◆ Data listing
***

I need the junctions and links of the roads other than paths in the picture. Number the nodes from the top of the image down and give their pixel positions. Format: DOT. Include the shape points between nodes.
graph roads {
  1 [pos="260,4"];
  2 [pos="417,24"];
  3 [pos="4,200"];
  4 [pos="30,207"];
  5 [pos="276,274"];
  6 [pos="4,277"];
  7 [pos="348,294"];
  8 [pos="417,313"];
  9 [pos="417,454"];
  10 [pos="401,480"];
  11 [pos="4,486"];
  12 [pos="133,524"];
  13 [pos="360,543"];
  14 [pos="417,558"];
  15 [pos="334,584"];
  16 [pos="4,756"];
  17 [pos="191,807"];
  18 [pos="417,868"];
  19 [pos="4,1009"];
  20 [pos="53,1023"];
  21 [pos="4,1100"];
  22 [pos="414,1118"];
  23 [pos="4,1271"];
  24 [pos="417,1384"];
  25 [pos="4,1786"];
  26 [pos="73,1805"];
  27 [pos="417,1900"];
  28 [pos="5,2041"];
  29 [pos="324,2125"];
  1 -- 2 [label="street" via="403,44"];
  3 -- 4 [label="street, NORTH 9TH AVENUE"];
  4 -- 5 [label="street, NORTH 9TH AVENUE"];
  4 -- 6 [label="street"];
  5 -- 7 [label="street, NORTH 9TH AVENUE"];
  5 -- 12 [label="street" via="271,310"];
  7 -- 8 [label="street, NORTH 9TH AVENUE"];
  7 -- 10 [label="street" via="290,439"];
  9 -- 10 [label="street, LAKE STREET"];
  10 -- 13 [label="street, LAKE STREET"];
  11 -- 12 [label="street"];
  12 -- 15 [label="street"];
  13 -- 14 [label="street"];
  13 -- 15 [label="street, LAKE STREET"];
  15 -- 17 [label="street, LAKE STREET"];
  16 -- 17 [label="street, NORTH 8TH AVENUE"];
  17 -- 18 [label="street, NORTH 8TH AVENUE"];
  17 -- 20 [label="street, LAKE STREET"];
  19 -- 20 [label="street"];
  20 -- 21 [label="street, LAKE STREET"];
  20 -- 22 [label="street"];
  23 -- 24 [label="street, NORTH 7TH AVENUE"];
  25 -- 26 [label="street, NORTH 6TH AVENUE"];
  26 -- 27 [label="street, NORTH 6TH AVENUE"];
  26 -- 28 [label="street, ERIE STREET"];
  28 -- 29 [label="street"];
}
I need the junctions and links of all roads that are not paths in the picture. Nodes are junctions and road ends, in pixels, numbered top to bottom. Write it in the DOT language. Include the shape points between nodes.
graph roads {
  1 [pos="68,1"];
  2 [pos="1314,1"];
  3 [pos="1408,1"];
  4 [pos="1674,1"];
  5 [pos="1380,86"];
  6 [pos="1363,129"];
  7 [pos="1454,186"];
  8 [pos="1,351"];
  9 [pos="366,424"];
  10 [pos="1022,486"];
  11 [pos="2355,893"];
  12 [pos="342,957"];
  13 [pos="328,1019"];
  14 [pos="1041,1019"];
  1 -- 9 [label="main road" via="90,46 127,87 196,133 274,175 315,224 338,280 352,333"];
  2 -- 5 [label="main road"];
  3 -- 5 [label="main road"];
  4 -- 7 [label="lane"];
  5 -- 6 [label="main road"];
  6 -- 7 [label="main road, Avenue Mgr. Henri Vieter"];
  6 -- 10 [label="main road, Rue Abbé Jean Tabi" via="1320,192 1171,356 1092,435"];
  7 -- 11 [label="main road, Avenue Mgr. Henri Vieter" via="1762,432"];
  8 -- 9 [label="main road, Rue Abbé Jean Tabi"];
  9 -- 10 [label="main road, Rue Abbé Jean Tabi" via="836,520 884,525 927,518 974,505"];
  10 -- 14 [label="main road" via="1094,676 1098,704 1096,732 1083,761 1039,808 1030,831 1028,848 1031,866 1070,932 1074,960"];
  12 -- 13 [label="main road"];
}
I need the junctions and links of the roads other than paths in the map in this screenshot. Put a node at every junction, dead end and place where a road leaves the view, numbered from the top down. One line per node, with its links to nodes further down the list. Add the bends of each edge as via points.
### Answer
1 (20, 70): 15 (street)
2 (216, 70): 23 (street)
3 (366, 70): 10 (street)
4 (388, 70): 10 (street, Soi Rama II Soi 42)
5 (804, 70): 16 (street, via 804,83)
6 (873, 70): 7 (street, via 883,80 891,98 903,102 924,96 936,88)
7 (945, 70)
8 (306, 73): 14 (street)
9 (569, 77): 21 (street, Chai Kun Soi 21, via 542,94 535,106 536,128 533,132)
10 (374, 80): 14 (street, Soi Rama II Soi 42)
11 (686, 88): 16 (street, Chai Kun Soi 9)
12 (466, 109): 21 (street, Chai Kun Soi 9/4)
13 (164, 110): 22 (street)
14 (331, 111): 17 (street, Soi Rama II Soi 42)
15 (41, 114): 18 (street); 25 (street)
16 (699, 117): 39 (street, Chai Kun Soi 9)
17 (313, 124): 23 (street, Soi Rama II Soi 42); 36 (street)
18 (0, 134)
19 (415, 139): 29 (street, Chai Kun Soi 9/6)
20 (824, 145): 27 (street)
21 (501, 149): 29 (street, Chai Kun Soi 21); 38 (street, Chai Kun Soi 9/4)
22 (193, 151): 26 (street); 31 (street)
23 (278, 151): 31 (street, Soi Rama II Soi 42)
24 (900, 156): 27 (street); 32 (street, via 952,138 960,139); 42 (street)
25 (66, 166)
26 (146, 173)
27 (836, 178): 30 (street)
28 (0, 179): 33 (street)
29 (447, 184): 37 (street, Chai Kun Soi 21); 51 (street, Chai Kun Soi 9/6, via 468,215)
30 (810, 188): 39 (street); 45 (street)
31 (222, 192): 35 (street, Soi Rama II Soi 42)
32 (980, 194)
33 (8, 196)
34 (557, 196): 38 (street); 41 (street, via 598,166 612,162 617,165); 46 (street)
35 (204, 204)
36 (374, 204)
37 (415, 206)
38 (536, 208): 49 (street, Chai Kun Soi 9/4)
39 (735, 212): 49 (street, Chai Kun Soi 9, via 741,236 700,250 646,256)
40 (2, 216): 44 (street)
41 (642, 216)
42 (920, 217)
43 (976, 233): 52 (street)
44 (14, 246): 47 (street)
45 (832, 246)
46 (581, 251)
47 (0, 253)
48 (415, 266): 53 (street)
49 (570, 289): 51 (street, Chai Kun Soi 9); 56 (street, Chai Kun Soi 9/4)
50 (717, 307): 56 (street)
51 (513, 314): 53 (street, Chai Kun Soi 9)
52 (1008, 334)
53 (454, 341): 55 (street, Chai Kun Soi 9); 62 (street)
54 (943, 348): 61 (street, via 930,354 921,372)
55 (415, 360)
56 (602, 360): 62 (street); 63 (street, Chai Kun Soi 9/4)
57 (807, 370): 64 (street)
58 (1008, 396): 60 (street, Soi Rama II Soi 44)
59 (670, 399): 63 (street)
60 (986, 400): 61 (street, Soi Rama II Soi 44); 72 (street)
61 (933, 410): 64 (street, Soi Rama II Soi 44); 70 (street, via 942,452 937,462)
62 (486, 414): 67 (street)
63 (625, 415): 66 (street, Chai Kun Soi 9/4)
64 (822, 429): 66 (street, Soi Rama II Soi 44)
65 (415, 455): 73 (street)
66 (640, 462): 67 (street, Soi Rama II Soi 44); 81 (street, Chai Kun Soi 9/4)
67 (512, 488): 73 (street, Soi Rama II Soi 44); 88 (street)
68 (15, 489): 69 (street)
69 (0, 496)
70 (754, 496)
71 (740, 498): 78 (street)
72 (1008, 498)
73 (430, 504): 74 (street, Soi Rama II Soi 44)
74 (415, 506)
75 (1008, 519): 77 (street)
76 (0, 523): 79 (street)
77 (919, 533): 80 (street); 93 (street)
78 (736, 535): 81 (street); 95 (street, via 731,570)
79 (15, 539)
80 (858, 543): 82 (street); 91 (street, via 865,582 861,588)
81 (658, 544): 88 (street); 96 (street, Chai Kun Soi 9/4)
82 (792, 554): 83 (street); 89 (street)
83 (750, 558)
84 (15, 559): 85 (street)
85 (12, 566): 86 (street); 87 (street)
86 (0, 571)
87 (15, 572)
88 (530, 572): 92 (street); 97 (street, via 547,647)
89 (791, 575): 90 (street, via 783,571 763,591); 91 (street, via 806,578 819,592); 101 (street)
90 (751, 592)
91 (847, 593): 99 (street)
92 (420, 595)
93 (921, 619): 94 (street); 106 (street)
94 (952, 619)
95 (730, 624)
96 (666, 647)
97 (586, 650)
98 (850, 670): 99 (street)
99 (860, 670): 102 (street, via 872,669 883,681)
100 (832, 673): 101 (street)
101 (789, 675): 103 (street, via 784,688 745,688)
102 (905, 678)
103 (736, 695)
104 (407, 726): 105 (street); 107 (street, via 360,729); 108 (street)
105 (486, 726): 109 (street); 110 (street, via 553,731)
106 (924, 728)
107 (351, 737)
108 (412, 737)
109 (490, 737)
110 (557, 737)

***

◆ Try it
Go through the entries above, and wherever a line holds the word "between", copy that line.

◆ Reply to the exercise
I need the junctions and links of the roads other than paths in the picture. Number the nodes from the top of the image down and give their pixel positions. Format: DOT. Include the shape points between nodes.
I need the junctions and links of all roads that are not paths in the picture. Nodes are junctions and road ends, in pixels, numbered top to bottom. Write it in the DOT language. Include the shape points between nodes.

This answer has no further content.